Dentro desse tabuleiro estratégico, Carlo Ancelotti começa a desenhar suas armas secretas. Há nos bastidores a percepção clara de que o treinador está guardando suas principais forças para o momento de vida ou morte no torneio. A expectativa gira em torno do uso compartilhado de Neymar e do jovem Endrick. Entre os membros da delegação, comenta-se, em tom descontraído e extrovertido, que Endrick possui uma “estrela” natural e que o comandante italiano planeja lançá-lo como titular justamente a partir dos 16 avos de final, fase em que o peso da camisa e o faro de gol do jovem atacante podem fazer a diferença.

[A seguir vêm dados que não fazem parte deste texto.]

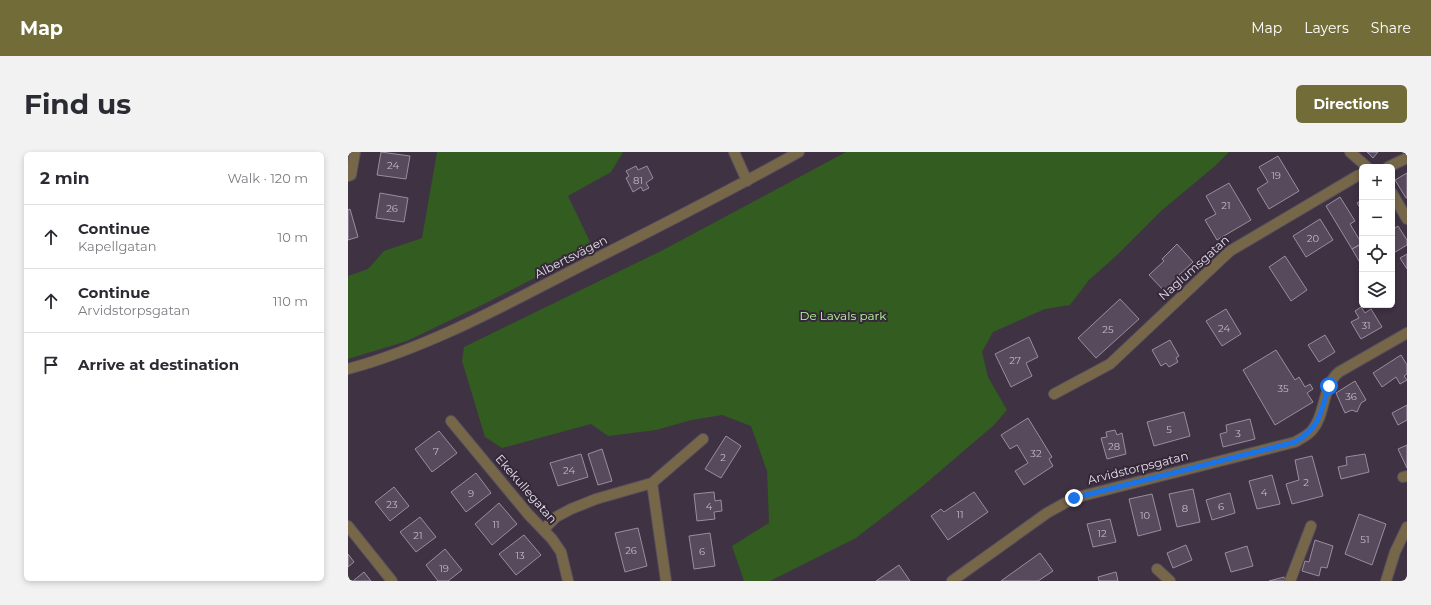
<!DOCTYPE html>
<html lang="en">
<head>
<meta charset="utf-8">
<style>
  body { margin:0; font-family:Montserrat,sans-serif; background:#f2f2f3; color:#2b2b33 }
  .controls { position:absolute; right:12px; top:12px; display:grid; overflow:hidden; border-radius:6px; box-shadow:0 2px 6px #0003 }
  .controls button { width:36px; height:36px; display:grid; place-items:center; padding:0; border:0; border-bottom:1px solid #e1e1e2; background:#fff; color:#2b2b33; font:20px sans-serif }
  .stop { position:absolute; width:12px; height:12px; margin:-9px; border:3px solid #1a73e8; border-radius:50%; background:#fff }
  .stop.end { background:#1a73e8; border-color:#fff; box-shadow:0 1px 4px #0008 }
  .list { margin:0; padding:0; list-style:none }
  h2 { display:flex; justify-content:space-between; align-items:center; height:52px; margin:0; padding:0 16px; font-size:17px }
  h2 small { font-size:13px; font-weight:400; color:#7c7c81 }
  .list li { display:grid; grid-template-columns:26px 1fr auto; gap:12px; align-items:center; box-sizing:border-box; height:64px; padding:0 16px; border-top:1px solid #e1e1e2 }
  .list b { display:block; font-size:15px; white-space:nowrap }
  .list p { margin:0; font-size:13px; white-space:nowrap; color:#7c7c81 }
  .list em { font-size:13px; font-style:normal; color:#7c7c81 }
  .icon { flex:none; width:22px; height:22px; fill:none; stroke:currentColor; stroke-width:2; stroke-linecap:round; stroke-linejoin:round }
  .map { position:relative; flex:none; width:1059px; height:429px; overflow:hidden; border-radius:6px }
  header { display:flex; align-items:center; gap:24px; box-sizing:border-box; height:56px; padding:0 20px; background:#716c38; color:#fff }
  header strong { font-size:19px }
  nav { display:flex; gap:22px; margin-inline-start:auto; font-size:14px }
  .intro { display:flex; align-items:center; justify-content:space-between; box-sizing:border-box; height:96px; padding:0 24px }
  h1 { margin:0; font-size:28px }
  .button { padding:10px 18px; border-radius:6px; background:#716c38; color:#fff; font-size:14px; font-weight:700 }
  main { display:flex; gap:24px; padding:0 24px }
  aside { flex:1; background:#fff; border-radius:6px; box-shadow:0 2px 6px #0003 }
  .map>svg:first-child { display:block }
  .green { fill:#335c20 }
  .building { fill:#574a5c; stroke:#9b8da1 }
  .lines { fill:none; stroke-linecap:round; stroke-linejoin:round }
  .minor-casing { stroke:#594e5e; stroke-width:12 }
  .minor { stroke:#776749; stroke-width:10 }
  .route { stroke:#1a73e8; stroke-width:5 }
  .labels { text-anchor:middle; stroke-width:4; stroke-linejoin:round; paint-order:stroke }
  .number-label { font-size:10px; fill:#c2b9c6 }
  .street-label { font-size:12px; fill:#e5dee9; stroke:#342839 }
  .park-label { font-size:12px; fill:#b7f99c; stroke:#342839 }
</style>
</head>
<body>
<header>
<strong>Map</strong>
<nav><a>Map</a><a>Layers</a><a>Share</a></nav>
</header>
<div class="intro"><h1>Find us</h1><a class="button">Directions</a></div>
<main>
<aside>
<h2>2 min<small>Walk · 120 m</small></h2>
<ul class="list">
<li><svg class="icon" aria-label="ahead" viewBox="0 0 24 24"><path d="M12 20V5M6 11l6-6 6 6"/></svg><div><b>Continue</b><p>Kapellgatan</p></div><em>10 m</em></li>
<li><svg class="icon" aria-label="ahead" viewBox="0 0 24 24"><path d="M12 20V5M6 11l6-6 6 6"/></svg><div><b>Continue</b><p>Arvidstorpsgatan</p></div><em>110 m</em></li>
<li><svg class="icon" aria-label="arrive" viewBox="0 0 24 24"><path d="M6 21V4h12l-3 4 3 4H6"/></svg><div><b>Arrive at destination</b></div></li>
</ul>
</aside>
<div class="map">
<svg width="1059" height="429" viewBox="0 0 1059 429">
  <rect width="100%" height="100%" fill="#3e3243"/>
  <path class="green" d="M 89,0 L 275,0 L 263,20 L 220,44 L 245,96 L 136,152 L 59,189 L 0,207 L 0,124 L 20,117 L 36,99 L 74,86 Z
    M 498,0 L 881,0 L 867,14 L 813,59 L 768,104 L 741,128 L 722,153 L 697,157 L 645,180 L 634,200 L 640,225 L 659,258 L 646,273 L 570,338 L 508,386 L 422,429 L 396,429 L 384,394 L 421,371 L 419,319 L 403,274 L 374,263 L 344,268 L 308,278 L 260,284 L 243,272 L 154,296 L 137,285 L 114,209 L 116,195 L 315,98 Z"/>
  <path class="building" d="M 33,0 L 62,4 L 58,27 L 29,23 Z
    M 1019,0 L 1030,0 L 1025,6 Z
    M 930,4 L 951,39 L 921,57 L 909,37 L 920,30 L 911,15 Z
    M 288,14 L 290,18 L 299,14 L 305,26 L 298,31 L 301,36 L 295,39 L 293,35 L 285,40 L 278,26 L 281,24 L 278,19 Z
    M 1059,21 L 1059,46 L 1058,46 L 1047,28 Z
    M 881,31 L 903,68 L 869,88 L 857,68 L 868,62 L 858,44 Z
    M 32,41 L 60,46 L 56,70 L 28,66 Z
    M 992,45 L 1007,69 L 1002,72 L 1014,92 L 1004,97 L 978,54 Z
    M 1014,48 L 1014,59 L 1009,51 Z
    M 2,57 L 10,85 L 0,88 L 0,58 Z
    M 972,67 L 985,88 L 958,105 L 945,84 Z
    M 1050,74 L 1059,88 L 1059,93 L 1044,102 L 1044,78 Z
    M 1014,91 L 1014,114 L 1004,97 Z
    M 829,92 L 845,110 L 830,124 L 834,128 L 819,142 L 801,123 L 816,109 L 814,107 Z
    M 1059,102 L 1059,117 L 1052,106 Z
    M 937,104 L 959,138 L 943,149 L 921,115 Z
    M 772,147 L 791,167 L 748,206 L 730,186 Z
    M 1013,155 L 1017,161 L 1023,157 L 1034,175 L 1013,187 L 1003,170 L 1011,166 L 1007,159 Z
    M 878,157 L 893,182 L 874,194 L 858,169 Z
    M 977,183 L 987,200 L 971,210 L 960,193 Z
    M 681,185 L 690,205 L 678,211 L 684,224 L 663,235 L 647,202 Z
    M 822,188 L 831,204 L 828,206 L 830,210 L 821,215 L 818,211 L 813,214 L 804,198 Z
    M 928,198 L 947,228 L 951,225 L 957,235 L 962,232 L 965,237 L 959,241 L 965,250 L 927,273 L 895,218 Z
    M 1053,203 L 1059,213 L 1059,222 L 1056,224 L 1059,228 L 1052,232 L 1048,225 L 1034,235 L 1025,221 Z
    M 1007,229 L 1018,248 L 1013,251 L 1009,260 L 1004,258 L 997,261 L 988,241 Z
    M 1059,253 L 1059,268 L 1050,273 L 1044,261 Z
    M 836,260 L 842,284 L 806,294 L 799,270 Z
    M 680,266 L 704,305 L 701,307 L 705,314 L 676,333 L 667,319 L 680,311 L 669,293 L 662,297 L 653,283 Z
    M 902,267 L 907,287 L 875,295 L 872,282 L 879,280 L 878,273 Z
    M 767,278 L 769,283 L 774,281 L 778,302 L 759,307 L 753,286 L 759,285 L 758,280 Z
    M 91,279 L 109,301 L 84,320 L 67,297 Z
    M 378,284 L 393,294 L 373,326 L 357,317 Z
    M 1059,293 L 1059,316 L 1050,297 Z
    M 254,297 L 264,329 L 250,333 L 240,302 Z
    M 233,302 L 240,325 L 210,334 L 202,311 Z
    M 1017,302 L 1021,320 L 993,327 L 990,315 L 999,313 L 998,305 Z
    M 964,304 L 975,344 L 944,352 L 938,332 L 951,328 L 947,308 Z
    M 128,321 L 143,341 L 118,360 L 103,340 Z
    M 924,323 L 932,352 L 909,357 L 901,329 Z
    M 46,335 L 61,354 L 42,369 L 27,350 Z
    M 845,337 L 852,370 L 829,375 L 821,342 Z
    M 366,340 L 367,349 L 373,348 L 374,359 L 366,360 L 367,367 L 349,369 L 346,342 Z
    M 626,340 L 640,360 L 600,388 L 583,364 L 593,357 L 596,360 Z
    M 882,341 L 887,361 L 864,368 L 858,348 Z
    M 804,342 L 813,378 L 790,384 L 781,347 Z
    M 151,351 L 169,372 L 144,393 L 127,372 Z
    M 1011,362 L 1038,372 L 1024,413 L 997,402 Z
    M 72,365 L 88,385 L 68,400 L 52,380 Z
    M 762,367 L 768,390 L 745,395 L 739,372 Z
    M 290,376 L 299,414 L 277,420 L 267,381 Z
    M 362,381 L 367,414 L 346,417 L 341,384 Z
    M 176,383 L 193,403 L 168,423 L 151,402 Z
    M 967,388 L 985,394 L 979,416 L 973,415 L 971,424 L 954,419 L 957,409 L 961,410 Z
    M 838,393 L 844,408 L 825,416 L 819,401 Z
    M 899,394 L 905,414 L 883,420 L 877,401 Z
    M 97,397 L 114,418 L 100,429 L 90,429 L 78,413 Z
    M 692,401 L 705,419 L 690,429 L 653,429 Z
    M 0,402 L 6,410 L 0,415 Z
    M 551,413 L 562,429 L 528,429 Z
    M 16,420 L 23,429 L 5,429 Z
    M 768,420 L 770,429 L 751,429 L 750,425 Z
    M 936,425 L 937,429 L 921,429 Z"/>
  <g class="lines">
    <defs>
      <path id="minor" d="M 386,0 L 399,29
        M 1002,0 L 1019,15
        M 1040,15 L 1059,6
        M 0,24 L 3,23 L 7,0
        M 1044,41 L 1059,67
        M 0,217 C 81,195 155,154 229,116 C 304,78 378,41 451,0
        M 706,242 L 762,212 L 882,99 L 1009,24 L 1014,22
        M 103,269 L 180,362 L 204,387 L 213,400 L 220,429
        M 1055,325 L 1059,324
        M 304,331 L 318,429
        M 0,374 L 44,429
        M 195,378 L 208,365 L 223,357 L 248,347 L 304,331 L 355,287
        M 809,417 L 822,429
        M 604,429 L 699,361 L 726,346 L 947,290 C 954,286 961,283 965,277 C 978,261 974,234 991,220 L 1059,181
        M 942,429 L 963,374
        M 1038,429 L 1047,400 L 1059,375"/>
    </defs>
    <use href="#minor" class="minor-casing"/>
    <use href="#minor" class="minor"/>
  </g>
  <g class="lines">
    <path class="route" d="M 726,346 L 947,290 C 972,276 973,259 981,234"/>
  </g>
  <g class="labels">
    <g class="number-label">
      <text x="45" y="17">24</text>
      <text x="928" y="27">19</text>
      <text x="290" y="32">81</text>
      <text x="878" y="57">21</text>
      <text x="44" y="60">26</text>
      <text x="965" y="90">20</text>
      <text x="1018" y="177">31</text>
      <text x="876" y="180">24</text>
      <text x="760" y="181">25</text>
      <text x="667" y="212">27</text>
      <text x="935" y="240">35</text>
      <text x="1003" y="248">36</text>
      <text x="821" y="281">5</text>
      <text x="890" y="285">3</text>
      <text x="766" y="298">28</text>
      <text x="88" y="303">7</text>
      <text x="688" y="305">32</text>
      <text x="375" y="309">2</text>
      <text x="221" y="322">24</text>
      <text x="958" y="334">2</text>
      <text x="916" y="344">4</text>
      <text x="123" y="345">9</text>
      <text x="44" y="356">23</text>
      <text x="361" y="358">4</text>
      <text x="873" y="358">6</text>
      <text x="837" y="360">8</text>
      <text x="612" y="366">11</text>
      <text x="797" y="367">10</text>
      <text x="148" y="376">11</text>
      <text x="754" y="385">12</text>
      <text x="70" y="387">21</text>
      <text x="1017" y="391">51</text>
      <text x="283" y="402">26</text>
      <text x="354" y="403">6</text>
      <text x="172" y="407">13</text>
      <text x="96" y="420">19</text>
    </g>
    <g class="street-label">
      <text transform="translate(223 105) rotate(-27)" y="4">Albertsvägen</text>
      <text transform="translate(846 116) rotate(-42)" y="4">Naglumsgatan</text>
      <text transform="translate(790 316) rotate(-14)" y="4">Arvidstorpsgatan</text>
      <text transform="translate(178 337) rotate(49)" y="4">Ekekullegatan</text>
    </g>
    <g class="park-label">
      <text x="495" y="168">De Lavals park</text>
    </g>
  </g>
</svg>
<div class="controls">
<button>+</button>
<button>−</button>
<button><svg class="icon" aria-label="locate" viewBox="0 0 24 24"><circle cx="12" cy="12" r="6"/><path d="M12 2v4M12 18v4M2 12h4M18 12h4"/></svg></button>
<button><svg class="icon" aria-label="layers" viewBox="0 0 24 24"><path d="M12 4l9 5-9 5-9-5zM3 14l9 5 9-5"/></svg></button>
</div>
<div class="stop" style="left:981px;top:234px"></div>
<div class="stop end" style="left:726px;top:346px"></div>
</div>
</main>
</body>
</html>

A Passagem de Bastão nos Bastidores
Para além das pranchetas táticas, o grande feito do dia ocorreu no plano invisível dos relacionamentos humanos. Aqueles que acompanham a rotina da Seleção no Columbia Park testemunharam um momento emblemático que simboliza a maturidade de Neymar. Durante uma pausa nas atividades, o camisa 10 aproximou-se de Rayan, um dos jovens talentos integrados ao grupo. Com um abraço espontâneo e palavras ao pé do ouvido, o craque compartilhou conselhos táticos e de posicionamento, um gesto que rapidamente repercutiu entre os presentes e evidenciou a aceitação de seu papel como mentor.
Essa atitude reflete uma postura de liderança exemplar que vem sendo elogiada publicamente pelos próprios atletas, inclusive pelo próprio Rayan, que fez questão de ressaltar o privilégio que é treinar diariamente ao lado do ídolo. Há uma leitura clara nos bastidores de que Neymar compreende que este momento representa a sua “Last Dance” — sua última grande dança em Copas do Mundo. Ciente do encerramento de seu próprio ciclo, ele assumiu a responsabilidade de realizar a transição de liderança para a nova geração, composta por nomes como Rayan, Endrick e Estêvão, jogadores que, segundo declarações do próprio Ancelotti em coletivas passadas, já estão garantidos como a base do próximo ciclo da Seleção Brasileira.
A Voz do Elenco e os Próximos Passos
O impacto da presença de Neymar e a atmosfera de união que ele projeta foram endossados pelo meia Lucas Paquetá em entrevista coletiva. Ao ser questionado sobre os bastidores e sobre a ansiedade de ver o companheiro retornar aos gramados após um longo período de afastamento na Seleção, Paquetá não escondeu o entusiasmo que contagia o grupo. O jogador destacou a felicidade de todo o elenco em ver o camisa 10 novamente em campo, correndo e dividindo as jogadas sem restrições, reforçando o peso histórico e a capacidade técnica que ele agrega ao time neste momento crucial.
A rotina em New Jersey segue um cronograma rigoroso. A Seleção Brasileira, hospedada no The Reeds Hotel, em Basking Ridge, manterá os treinamentos matinais no Columbia Park, seguidos por coletivas de imprensa com atletas como Gabriel Martinelli e o próprio técnico Carlo Ancelotti, no tradicional dia que antecede a partida. Cada passo dado em território americano parece calculado para transformar a ansiedade em rendimento técnico. O debate que agora consome os torcedores e analistas gira em torno de como essa simbiose entre a experiência de Neymar e a irreverência dos jovens talentos afetará o desempenho coletivo na busca pelo hexacampeonato.